+++ Input +++
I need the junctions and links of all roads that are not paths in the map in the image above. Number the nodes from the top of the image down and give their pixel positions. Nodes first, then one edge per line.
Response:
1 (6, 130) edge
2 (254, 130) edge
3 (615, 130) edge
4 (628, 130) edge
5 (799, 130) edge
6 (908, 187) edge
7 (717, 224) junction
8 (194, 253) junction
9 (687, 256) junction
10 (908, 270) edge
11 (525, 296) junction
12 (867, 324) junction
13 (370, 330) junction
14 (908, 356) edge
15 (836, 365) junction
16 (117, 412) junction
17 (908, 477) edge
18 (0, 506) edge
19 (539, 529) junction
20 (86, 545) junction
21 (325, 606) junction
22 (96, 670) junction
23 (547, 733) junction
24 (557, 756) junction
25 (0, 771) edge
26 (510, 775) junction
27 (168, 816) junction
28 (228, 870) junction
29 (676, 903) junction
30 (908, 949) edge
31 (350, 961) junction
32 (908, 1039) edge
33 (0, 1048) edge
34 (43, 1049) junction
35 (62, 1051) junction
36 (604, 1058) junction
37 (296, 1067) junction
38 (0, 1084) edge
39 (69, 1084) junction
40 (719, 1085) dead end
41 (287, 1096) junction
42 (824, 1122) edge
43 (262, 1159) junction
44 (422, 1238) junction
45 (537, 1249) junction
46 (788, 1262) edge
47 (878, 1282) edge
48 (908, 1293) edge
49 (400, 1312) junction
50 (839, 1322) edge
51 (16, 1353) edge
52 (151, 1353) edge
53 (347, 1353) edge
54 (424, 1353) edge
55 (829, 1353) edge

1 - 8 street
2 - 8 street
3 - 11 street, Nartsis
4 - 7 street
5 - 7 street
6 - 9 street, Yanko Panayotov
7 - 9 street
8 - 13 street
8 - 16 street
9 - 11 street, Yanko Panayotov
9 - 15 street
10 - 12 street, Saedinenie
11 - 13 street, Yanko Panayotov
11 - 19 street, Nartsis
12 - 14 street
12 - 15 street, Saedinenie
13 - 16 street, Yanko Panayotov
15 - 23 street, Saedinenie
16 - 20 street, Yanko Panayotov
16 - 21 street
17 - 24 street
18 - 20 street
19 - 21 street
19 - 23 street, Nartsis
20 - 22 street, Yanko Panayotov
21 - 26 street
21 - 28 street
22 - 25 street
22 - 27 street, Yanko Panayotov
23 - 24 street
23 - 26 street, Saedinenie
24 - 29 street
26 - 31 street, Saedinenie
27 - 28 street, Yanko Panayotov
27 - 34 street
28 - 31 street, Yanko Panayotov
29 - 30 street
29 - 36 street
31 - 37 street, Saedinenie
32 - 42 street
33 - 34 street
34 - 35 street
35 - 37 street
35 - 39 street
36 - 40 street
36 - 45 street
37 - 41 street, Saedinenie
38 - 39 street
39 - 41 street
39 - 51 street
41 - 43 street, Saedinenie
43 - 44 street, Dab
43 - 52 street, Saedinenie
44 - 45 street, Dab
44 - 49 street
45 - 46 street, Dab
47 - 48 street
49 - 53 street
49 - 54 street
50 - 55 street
+++
**Instructions for the task**
Scan the material for "Panayotov" and copy the lines that hold it.

**Output**
6 - 9 street, Yanko Panayotov
9 - 11 street, Yanko Panayotov
11 - 13 street, Yanko Panayotov
13 - 16 street, Yanko Panayotov
16 - 20 street, Yanko Panayotov
20 - 22 street, Yanko Panayotov
22 - 27 street, Yanko Panayotov
27 - 28 street, Yanko Panayotov
28 - 31 street, Yanko Panayotov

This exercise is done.